To which Don Quixote replied:

“The wounds received in battles bestow honor, they do not take it away; and so, Panza my friend, do not answer me any further, but as I have already told you, stand the best you can and put me any way you choose on the back of your donkey, and let us leave before night falls upon us in this deserted place.”

“I’ve heard your grace say,” said Panza, “that it’s very common for knights errant to sleep in deserted places and wastelands most of the year, and that they consider it good fortune.”

“That is so,” said Don Quixote, “when it cannot be helped or when they are in love; and this is so true that there have been knights who stayed on a rocky crag, in sun and in shadow and in all kinds of weather, for two years, and their ladies never learned of it.

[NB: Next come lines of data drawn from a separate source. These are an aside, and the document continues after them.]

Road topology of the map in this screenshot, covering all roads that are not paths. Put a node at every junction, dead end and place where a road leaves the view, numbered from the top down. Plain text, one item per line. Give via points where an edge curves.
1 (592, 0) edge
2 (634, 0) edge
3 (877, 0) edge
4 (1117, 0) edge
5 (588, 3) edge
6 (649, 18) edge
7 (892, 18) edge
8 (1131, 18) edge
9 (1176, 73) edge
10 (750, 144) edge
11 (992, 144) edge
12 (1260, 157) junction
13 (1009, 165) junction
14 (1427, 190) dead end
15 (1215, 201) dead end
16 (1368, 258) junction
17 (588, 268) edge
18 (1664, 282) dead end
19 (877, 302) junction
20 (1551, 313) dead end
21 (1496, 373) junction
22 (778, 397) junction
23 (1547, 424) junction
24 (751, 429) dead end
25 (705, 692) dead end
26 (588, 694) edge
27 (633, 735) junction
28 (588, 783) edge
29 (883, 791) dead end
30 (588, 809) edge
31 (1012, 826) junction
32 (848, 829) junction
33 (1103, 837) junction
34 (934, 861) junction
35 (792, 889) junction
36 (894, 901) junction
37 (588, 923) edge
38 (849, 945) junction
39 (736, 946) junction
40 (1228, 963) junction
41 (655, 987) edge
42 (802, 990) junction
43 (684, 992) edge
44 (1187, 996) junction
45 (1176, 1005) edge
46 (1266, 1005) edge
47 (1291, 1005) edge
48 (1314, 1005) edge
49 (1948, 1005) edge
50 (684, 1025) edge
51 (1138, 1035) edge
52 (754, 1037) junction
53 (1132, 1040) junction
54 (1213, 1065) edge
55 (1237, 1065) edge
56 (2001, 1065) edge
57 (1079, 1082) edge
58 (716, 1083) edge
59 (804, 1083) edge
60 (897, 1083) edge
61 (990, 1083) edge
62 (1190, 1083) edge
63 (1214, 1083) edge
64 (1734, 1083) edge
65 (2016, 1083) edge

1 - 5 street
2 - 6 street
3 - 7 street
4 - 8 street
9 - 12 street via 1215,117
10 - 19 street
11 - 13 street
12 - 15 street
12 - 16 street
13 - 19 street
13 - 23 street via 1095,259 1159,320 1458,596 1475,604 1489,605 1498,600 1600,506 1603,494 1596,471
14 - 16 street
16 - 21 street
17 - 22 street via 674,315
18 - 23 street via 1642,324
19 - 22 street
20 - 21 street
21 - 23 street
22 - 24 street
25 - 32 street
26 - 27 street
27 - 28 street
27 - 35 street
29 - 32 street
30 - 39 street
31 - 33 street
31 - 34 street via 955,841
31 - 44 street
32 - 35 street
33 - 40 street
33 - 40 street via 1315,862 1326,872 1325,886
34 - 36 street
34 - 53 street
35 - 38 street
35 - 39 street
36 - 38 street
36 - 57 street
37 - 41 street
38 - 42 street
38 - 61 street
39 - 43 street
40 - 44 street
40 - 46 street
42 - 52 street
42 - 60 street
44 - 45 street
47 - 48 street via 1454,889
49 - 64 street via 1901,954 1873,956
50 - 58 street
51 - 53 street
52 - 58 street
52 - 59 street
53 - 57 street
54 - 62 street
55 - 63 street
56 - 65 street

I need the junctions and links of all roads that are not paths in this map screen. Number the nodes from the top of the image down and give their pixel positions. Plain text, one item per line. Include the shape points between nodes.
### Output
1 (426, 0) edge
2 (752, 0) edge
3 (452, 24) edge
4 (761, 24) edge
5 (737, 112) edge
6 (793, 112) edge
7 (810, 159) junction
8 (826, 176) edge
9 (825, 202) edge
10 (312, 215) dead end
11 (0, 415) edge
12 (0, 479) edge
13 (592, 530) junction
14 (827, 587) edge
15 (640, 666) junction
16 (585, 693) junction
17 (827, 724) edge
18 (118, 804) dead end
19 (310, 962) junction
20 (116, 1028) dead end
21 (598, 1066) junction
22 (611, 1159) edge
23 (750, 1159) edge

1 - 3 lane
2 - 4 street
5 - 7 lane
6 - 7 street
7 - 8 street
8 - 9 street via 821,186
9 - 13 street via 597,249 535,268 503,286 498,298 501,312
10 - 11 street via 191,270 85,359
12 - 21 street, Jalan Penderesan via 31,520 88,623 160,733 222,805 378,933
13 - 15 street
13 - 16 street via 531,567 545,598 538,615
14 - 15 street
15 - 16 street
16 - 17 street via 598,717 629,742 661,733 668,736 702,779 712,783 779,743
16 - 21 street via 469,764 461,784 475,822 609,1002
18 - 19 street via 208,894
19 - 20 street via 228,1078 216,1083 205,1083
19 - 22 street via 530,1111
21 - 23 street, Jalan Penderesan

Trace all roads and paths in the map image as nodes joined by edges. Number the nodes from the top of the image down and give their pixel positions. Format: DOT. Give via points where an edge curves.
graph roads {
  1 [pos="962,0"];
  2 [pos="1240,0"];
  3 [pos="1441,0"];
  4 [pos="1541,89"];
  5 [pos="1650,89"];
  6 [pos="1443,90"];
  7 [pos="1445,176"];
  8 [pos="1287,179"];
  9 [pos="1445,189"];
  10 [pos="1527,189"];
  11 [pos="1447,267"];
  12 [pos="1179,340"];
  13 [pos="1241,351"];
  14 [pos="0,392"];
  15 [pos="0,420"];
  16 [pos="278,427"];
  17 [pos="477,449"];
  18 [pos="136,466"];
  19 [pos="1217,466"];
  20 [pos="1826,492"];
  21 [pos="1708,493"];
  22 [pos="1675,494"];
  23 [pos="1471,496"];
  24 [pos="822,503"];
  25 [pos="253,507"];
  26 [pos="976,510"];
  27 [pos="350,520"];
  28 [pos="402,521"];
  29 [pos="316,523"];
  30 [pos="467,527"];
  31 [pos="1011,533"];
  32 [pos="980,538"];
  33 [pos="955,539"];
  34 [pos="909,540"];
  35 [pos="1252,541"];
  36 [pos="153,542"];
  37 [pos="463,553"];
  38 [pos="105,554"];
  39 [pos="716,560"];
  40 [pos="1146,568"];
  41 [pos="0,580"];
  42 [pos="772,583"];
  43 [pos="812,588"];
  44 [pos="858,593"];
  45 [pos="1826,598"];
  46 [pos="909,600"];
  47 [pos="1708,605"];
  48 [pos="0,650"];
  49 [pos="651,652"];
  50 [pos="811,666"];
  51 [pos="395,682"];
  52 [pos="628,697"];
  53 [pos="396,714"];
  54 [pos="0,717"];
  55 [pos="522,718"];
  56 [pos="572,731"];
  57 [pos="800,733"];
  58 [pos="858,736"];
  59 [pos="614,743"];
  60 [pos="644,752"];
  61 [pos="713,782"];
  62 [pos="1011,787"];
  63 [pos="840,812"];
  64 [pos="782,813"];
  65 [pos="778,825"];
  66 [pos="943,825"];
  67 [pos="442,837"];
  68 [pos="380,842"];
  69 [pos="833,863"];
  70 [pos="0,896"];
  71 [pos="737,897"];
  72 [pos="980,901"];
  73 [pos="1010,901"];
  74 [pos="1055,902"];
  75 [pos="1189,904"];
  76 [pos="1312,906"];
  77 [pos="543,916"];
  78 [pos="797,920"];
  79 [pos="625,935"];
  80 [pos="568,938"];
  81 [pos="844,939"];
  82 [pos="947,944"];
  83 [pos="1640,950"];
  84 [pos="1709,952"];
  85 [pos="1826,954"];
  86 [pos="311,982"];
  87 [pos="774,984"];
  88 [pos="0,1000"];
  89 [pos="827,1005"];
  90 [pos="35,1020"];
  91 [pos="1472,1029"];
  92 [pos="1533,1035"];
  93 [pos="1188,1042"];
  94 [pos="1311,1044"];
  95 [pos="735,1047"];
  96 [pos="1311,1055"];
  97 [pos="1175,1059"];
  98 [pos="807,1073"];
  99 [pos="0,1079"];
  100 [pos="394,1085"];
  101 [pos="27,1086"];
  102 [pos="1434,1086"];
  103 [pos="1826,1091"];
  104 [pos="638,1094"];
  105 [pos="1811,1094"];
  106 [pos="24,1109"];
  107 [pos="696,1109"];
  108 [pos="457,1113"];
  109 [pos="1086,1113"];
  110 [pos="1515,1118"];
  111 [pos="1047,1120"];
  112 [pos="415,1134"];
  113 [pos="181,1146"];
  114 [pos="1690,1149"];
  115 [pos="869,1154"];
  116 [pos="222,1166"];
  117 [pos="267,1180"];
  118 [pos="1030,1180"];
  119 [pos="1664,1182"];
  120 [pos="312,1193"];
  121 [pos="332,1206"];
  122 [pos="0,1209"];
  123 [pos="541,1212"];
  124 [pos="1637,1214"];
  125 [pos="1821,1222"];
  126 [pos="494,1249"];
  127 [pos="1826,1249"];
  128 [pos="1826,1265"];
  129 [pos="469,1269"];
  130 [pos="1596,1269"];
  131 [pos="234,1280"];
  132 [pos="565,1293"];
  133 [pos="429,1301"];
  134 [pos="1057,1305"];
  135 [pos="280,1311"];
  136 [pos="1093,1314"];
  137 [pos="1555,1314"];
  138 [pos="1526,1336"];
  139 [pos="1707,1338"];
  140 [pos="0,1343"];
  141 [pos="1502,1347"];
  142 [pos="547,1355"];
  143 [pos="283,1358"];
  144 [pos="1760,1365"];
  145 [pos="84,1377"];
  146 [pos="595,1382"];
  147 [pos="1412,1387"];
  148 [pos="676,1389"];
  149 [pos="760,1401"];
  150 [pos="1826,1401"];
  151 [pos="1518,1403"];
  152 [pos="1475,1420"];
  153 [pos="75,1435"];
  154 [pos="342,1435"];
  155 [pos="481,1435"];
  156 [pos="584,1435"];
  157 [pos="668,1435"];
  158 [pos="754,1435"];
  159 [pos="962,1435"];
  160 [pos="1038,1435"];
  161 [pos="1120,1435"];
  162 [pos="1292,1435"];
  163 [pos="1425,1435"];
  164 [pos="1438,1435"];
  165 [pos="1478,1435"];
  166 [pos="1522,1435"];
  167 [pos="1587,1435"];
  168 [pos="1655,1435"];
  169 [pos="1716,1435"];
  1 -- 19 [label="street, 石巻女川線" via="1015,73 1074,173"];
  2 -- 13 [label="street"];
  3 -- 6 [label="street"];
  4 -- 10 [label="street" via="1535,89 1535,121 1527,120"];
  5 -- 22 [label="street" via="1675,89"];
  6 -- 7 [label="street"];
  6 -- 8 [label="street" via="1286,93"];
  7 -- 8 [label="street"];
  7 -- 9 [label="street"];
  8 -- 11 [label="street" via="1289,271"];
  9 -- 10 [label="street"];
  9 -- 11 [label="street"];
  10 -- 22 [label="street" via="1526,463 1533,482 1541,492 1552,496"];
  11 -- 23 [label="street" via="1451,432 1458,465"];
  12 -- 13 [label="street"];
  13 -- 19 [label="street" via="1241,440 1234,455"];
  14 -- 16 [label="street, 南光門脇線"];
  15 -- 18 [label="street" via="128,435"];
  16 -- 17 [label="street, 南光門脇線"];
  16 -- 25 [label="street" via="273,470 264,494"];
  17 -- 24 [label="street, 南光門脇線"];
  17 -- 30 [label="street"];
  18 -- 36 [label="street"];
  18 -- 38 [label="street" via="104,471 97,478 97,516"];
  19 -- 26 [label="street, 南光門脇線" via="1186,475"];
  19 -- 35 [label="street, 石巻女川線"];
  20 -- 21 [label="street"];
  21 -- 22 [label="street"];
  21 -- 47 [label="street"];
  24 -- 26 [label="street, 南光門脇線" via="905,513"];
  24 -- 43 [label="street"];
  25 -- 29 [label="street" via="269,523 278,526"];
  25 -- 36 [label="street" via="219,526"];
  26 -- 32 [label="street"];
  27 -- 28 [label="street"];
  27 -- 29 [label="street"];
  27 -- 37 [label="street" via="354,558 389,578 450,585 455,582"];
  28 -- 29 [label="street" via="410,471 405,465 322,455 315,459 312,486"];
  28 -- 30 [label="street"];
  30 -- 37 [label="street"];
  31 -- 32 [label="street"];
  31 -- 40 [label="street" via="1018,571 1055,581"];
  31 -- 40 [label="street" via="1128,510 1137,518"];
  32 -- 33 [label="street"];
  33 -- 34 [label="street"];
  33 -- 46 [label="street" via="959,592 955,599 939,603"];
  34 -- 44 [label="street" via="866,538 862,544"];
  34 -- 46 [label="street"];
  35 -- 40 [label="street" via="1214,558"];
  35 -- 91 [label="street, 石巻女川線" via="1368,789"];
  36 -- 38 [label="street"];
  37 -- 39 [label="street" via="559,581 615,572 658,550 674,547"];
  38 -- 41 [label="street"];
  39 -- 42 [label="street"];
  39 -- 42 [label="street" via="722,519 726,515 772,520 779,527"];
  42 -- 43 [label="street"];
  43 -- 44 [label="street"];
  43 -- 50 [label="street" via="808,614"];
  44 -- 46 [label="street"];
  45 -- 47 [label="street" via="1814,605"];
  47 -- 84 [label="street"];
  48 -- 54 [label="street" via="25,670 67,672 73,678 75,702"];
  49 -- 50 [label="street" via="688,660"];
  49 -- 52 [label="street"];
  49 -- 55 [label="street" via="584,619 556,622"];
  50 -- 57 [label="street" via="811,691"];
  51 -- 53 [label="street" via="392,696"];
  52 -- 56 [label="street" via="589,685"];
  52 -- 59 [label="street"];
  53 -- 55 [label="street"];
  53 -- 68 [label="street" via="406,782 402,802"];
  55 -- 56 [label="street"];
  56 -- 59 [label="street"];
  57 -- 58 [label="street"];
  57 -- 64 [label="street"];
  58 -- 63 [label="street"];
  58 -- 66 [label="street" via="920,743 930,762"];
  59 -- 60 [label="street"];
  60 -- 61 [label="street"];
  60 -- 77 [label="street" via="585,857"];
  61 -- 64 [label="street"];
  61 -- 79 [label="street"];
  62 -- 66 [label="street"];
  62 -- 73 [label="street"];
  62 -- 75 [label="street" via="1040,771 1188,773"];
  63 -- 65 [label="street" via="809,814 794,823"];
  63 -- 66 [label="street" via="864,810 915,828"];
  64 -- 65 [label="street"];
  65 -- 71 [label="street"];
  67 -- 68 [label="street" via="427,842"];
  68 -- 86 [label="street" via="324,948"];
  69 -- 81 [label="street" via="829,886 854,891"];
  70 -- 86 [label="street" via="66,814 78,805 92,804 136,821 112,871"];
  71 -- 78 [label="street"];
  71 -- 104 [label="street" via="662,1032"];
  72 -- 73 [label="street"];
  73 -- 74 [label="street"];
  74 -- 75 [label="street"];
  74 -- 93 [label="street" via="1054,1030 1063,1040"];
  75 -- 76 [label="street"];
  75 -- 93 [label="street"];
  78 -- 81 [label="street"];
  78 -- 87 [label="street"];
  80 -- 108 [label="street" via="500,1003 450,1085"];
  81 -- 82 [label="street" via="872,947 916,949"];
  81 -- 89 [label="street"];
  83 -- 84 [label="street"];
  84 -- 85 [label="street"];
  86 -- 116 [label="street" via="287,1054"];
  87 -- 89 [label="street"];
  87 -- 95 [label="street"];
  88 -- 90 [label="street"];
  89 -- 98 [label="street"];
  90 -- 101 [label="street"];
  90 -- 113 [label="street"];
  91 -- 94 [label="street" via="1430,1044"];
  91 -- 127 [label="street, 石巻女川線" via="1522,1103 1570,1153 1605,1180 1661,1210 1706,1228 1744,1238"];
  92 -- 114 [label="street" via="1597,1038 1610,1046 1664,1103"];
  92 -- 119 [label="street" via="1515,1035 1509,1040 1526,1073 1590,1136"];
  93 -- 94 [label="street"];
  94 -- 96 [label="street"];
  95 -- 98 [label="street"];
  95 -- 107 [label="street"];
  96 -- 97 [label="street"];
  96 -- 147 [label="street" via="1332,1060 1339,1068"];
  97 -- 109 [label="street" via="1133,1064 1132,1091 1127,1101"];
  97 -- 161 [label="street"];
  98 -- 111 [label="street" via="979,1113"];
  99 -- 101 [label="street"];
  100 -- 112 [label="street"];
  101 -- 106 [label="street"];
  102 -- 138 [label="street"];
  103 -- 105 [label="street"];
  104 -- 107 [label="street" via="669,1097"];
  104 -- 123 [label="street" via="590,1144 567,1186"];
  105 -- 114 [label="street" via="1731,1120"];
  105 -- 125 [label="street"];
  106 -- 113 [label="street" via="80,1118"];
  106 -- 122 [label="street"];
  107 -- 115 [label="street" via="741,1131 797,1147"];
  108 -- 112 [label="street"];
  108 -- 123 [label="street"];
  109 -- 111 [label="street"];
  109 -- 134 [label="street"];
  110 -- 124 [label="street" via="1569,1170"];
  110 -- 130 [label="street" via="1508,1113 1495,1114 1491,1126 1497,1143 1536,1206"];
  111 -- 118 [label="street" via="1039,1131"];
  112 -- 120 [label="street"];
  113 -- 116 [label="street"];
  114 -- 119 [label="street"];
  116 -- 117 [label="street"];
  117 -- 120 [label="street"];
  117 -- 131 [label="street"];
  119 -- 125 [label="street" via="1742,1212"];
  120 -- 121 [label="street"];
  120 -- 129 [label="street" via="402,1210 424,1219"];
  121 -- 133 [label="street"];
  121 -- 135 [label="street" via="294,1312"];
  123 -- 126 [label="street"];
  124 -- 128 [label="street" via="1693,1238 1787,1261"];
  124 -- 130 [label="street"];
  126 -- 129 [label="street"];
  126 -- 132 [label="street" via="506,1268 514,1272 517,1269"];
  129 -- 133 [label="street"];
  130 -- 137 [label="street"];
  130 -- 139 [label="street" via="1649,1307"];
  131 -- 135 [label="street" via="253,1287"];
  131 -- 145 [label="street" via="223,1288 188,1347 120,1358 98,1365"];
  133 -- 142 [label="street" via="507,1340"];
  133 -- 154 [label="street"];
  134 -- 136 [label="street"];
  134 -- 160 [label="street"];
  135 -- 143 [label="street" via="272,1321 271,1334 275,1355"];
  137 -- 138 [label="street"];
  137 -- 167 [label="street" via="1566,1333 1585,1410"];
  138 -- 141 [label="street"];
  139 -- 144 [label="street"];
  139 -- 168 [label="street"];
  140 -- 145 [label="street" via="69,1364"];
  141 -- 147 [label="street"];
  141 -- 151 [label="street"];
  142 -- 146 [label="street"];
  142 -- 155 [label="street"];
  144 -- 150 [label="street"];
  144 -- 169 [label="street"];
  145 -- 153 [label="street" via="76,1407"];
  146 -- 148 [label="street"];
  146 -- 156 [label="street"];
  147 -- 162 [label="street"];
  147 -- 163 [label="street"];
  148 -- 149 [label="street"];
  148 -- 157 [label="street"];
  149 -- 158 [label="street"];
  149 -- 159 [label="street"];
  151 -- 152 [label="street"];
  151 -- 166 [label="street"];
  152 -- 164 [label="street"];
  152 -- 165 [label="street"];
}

One of these was Amadís when, calling himself Beltenebros, he lived on Peña Pobre, I do not know if it was for eight years or eight months: I am not absolutely certain regarding the length of time; it is enough to know that he was there doing penance for some sorrow or other that his lady Oriana had caused him. But let us talk no more of this, Sancho, and hurry, before the donkey suffers a misfortune like the one that befell Rocinante.”

“That would be the devil’s work, too,” said Sancho.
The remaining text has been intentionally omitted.